Pasamos por una abrevadero para salir del recinto. Nos adentramos en un retamar abierto, casi sin arbolado alguno, entre bloques graníticos. Alcanzamos un cancela y una casa ganadera a la derecha, para posteriormente vadear un arroyo, con chopos, zarzas, sauces y olmos, justo antes de salir a una gran pista, en donde giramos a la derecha.
Solo unos cientos de metros más allá abandonamos la pista y tomamos la primera que sale a la izquierda, que no abandonaremos hasta llegar a la cola del embalse de Borbollón. El camino discurre entre dehesas de encinas, hábitat de águilas, milanos, ratoneros...
El invierno es la mejor época para los amantes de las aves. Podemos observar el reposo de las bandas de grullas, que se alimentan de bellotas. Además, es fácil sorprender a nutridos grupos de patos, garzas, garcillas y garcetas, zampullines y somormujos, cormoranes... En septiembre podemos tener la suerte de ver cigüeñas negras, en su paso hacia las tierras africanas.
Es desolador el paisaje que muestra las orillas del pantano en épocas estivales. La oscilación del nivel de las aguas en épocas de sequía deja una ceja desnuda sin vegetación alguna.

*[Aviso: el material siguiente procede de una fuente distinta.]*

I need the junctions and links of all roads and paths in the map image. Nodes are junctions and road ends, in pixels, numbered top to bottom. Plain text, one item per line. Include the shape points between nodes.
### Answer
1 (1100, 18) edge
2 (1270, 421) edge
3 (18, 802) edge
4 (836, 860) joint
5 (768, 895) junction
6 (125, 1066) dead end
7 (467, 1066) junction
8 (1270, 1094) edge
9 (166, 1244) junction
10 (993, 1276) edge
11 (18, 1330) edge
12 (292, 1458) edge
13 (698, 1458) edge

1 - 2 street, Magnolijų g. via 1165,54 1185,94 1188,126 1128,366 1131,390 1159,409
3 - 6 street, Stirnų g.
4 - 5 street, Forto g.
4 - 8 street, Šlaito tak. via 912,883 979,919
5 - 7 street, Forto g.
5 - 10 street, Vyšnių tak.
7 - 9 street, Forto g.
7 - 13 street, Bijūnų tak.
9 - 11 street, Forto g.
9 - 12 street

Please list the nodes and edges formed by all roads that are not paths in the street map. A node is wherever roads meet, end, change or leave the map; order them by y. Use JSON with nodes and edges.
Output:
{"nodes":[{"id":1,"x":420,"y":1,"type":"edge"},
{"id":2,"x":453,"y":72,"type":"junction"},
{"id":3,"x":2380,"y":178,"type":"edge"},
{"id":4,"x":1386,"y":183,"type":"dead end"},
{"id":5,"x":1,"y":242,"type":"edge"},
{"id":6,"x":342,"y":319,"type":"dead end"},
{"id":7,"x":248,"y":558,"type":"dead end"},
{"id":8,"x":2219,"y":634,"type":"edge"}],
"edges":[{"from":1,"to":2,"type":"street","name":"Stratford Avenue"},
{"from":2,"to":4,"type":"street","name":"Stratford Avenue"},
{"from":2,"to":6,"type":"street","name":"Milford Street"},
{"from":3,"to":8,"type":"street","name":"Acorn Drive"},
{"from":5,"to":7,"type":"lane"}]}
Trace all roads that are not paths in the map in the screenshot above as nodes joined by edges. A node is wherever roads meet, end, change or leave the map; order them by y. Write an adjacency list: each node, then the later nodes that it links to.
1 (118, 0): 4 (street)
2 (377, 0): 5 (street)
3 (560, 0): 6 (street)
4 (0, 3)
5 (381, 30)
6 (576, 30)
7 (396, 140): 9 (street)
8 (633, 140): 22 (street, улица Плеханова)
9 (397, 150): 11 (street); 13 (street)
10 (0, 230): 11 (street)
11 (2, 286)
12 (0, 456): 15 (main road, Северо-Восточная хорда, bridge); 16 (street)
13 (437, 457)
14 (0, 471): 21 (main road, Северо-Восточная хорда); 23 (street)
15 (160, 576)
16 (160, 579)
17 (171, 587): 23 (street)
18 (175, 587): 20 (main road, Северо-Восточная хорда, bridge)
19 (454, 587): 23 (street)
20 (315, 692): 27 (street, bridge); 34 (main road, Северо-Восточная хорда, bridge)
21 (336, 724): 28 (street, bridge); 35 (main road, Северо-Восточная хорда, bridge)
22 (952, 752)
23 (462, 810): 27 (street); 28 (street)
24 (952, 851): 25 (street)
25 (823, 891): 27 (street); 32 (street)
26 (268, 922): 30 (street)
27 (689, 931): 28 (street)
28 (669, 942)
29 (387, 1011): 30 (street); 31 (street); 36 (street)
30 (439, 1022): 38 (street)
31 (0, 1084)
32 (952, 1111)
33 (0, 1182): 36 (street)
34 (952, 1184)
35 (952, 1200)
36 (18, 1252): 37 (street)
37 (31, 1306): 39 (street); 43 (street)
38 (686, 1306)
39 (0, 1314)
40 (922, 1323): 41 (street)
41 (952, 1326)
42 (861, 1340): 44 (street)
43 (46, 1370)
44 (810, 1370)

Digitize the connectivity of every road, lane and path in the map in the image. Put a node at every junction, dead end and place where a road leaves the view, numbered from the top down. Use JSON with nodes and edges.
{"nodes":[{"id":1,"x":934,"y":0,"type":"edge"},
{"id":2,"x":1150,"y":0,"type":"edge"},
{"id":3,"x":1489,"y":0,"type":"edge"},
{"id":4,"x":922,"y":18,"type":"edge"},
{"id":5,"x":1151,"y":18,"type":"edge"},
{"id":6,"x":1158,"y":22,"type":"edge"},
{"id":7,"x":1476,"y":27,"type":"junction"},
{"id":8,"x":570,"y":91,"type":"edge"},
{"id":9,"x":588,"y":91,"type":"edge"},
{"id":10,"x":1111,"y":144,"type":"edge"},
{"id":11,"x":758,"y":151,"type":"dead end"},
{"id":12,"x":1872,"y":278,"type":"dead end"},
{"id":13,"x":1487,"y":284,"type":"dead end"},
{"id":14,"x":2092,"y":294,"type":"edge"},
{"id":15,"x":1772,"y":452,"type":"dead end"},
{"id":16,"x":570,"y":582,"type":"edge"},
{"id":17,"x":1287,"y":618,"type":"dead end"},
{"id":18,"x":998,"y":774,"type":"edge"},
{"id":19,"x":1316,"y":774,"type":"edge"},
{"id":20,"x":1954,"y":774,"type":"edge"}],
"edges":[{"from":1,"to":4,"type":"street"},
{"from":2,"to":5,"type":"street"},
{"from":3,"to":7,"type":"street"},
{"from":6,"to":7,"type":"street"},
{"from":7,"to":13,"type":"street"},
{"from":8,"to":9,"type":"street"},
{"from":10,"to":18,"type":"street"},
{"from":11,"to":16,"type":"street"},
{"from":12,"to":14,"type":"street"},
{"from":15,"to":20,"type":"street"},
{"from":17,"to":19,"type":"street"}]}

Regresaremos por la orilla del embalse y cogemos nuevamente nuestra pista, hasta llegar al cruce con la principal. Justo frente a nosotros, vadeamos el arroyo cubierto de tamujos, se inicia el camino de vuelta. Cruza una cancela, y se adentra por el retamar y los granitos, mientras que algunas vacas nos observan con aire alelado. Enseguida estamos en el barrio ganadero, momento que aprovechamos para inspeccionar alguna de las construcciones que dan cobijo a los animales.
Solo nos queda remontar el camino empedrado, tras refrescarnos nuevamente en la fuente de la Pica. Ascendemos relajados, atentos a las evoluciones de las familias de cuervos y a los milanos reales. Tras media hora aproximada de subida, nos encontramos otra vez en el pueblo.